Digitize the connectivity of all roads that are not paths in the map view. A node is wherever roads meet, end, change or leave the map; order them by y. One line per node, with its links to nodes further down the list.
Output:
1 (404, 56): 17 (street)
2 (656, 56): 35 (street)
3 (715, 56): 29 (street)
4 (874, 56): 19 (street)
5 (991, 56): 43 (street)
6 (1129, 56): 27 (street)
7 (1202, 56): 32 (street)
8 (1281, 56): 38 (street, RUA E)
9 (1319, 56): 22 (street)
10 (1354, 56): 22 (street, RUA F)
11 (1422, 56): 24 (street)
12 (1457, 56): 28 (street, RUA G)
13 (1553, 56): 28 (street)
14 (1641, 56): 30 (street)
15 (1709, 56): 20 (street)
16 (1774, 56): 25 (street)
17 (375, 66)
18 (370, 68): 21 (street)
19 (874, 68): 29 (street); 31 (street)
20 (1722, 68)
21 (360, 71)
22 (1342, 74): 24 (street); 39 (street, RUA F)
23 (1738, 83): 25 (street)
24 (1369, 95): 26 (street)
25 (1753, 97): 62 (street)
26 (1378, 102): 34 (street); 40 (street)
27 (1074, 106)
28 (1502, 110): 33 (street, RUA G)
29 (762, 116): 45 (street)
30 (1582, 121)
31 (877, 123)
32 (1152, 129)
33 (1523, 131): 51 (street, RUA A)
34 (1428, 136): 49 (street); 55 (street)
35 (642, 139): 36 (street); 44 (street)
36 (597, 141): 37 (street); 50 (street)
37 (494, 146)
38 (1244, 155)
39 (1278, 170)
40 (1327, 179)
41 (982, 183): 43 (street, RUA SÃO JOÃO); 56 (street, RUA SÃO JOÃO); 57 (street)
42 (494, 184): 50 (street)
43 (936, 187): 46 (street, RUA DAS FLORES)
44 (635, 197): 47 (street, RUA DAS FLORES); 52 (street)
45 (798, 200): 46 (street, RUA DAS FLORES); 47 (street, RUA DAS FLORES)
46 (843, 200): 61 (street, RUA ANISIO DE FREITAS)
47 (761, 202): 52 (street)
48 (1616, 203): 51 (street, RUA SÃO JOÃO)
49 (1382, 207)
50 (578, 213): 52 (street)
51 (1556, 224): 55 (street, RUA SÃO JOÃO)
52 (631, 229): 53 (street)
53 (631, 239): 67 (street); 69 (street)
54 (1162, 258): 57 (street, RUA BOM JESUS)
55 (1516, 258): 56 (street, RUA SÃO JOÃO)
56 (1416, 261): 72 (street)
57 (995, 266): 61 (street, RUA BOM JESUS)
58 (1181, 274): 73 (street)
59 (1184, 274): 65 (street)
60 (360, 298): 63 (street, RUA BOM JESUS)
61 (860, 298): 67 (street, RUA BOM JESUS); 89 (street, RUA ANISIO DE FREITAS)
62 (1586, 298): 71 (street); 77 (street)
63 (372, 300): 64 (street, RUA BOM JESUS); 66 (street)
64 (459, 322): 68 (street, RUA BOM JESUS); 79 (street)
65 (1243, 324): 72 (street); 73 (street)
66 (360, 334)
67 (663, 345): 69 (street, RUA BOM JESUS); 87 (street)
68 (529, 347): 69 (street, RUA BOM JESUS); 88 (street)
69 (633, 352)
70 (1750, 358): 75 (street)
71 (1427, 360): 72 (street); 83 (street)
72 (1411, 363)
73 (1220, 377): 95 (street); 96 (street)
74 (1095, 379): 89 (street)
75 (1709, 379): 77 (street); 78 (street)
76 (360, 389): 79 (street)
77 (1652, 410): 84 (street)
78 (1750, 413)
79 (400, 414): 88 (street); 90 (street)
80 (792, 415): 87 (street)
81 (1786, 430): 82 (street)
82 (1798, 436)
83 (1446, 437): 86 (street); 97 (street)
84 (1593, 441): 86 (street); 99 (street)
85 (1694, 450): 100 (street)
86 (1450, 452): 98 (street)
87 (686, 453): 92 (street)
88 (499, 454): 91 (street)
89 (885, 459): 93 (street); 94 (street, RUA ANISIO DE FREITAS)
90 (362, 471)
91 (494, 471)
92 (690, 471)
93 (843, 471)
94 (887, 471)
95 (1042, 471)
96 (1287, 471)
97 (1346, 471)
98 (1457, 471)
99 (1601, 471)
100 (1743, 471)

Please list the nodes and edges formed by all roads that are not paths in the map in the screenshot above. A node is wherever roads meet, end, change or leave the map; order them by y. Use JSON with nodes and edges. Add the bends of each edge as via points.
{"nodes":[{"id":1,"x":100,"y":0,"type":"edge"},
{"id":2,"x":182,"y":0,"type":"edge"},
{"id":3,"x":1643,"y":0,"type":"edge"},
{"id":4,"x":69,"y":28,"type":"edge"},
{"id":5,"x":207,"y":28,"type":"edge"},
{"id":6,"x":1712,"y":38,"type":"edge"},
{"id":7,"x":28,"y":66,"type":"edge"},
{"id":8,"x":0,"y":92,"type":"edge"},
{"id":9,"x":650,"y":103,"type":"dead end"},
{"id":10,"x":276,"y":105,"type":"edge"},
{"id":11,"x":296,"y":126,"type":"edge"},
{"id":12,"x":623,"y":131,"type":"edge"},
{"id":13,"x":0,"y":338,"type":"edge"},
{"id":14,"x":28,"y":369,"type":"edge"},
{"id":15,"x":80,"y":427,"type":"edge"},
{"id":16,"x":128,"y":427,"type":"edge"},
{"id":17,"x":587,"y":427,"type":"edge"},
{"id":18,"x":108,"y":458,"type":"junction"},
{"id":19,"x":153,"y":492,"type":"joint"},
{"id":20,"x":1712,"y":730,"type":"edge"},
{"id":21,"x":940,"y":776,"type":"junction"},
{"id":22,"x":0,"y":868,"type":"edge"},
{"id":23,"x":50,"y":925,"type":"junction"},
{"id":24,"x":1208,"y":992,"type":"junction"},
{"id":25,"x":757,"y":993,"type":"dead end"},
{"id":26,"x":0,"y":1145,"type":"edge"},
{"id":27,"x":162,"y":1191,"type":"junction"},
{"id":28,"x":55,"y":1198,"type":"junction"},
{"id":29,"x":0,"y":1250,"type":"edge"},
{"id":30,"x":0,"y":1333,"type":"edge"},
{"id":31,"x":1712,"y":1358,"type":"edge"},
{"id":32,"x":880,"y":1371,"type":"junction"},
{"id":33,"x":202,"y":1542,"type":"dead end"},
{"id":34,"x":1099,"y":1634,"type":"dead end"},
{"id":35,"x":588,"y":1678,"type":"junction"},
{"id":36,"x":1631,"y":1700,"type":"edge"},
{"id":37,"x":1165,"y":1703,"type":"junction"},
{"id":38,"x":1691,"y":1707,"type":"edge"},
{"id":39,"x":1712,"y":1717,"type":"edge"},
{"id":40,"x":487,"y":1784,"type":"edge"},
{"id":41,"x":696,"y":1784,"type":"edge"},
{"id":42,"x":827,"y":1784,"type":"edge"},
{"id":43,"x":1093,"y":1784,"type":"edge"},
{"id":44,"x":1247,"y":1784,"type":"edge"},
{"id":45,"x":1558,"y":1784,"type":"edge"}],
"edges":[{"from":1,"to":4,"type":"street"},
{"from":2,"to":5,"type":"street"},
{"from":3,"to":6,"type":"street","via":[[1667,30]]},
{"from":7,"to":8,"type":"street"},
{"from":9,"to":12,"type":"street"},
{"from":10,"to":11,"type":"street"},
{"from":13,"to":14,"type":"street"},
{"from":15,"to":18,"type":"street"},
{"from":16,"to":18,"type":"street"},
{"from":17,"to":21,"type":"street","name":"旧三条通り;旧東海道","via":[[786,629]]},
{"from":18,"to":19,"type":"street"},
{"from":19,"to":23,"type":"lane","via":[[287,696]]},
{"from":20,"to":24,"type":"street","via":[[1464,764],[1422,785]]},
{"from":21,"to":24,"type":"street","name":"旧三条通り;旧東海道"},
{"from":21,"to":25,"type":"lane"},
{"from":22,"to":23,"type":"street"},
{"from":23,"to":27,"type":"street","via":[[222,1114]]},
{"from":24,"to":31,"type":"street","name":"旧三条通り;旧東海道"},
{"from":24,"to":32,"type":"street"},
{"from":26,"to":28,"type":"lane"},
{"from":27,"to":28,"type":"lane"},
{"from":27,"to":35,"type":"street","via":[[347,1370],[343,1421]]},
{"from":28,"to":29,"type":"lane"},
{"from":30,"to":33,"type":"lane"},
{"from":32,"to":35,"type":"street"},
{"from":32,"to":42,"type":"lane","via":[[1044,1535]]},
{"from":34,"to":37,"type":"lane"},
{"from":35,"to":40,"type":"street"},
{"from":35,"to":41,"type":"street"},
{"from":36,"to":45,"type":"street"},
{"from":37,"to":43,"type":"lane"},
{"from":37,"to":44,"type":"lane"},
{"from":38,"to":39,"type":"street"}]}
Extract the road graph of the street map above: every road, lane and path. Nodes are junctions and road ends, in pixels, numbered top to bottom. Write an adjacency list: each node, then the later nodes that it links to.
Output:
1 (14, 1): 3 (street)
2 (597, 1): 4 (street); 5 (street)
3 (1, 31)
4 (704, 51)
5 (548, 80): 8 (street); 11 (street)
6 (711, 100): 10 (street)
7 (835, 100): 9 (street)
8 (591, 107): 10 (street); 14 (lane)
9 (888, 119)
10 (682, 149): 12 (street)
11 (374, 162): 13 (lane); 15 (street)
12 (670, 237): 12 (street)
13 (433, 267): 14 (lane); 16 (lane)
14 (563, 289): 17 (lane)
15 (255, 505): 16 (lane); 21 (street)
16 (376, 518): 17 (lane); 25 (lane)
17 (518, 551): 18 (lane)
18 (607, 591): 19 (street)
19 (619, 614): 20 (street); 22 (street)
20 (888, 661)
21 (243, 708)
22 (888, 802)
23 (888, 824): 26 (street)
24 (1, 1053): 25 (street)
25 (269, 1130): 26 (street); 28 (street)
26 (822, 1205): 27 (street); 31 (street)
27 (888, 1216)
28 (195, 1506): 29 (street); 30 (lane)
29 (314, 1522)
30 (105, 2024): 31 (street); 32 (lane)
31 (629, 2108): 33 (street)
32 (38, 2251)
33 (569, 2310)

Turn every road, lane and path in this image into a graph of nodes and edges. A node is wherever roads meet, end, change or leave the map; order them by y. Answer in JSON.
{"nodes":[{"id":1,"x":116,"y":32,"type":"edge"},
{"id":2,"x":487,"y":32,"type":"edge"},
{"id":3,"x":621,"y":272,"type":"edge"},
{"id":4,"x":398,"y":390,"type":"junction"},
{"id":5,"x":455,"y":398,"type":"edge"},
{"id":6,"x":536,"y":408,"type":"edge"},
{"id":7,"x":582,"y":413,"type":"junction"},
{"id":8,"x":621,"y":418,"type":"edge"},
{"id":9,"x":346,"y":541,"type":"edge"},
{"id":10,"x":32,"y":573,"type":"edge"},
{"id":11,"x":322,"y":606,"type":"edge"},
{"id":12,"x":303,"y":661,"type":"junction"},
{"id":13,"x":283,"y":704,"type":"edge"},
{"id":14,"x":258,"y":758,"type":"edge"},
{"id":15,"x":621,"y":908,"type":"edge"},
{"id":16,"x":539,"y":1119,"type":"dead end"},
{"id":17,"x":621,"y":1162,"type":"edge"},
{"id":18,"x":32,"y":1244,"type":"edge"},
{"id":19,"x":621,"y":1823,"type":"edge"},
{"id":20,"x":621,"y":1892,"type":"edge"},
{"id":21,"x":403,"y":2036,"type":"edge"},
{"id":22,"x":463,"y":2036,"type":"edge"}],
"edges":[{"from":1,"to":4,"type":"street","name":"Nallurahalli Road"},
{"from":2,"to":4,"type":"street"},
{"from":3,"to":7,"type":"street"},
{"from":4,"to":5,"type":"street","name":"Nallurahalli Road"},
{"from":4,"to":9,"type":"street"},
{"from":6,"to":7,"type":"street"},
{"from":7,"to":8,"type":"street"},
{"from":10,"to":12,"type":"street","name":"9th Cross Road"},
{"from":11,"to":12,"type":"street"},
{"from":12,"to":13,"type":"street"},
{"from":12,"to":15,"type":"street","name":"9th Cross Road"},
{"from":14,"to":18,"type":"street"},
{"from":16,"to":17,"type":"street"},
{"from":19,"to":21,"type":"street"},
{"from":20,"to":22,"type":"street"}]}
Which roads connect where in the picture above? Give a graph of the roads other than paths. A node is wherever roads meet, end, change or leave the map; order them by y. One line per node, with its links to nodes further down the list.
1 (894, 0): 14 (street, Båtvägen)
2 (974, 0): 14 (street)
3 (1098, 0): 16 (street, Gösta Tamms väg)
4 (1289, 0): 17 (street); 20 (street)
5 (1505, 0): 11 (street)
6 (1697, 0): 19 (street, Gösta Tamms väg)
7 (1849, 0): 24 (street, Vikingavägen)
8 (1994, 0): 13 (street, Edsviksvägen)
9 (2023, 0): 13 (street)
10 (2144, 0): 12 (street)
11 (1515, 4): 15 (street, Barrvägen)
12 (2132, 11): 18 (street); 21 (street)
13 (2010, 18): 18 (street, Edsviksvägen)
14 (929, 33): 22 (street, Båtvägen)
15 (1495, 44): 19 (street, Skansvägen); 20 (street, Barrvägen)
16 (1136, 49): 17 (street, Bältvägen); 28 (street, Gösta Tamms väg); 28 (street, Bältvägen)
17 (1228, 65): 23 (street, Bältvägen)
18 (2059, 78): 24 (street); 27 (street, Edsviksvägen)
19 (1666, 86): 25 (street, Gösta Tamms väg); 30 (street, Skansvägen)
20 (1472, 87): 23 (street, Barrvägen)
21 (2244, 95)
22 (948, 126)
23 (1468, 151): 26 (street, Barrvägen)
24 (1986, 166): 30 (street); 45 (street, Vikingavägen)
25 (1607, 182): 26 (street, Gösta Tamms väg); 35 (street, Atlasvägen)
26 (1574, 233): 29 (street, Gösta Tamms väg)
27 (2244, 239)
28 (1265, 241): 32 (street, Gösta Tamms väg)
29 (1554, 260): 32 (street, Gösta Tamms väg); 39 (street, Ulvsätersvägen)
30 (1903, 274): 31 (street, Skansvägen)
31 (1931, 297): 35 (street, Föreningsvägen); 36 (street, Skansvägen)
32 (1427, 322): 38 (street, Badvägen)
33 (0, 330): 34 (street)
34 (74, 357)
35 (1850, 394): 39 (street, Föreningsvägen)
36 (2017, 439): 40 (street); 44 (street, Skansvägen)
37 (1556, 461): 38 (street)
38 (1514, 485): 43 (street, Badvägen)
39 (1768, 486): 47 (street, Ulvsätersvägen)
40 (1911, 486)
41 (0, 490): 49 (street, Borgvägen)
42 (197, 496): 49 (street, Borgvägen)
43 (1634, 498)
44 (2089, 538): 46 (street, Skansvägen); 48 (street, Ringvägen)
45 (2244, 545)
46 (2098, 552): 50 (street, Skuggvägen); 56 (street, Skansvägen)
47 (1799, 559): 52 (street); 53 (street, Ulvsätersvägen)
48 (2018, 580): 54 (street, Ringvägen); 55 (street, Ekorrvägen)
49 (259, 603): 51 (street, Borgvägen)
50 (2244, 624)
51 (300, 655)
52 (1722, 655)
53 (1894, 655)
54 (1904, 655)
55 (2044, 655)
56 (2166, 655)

= = = = = = =

— What to work on —
Number of lines containing the word "that" in the listing: state it, and add no other text.

— Task output —
3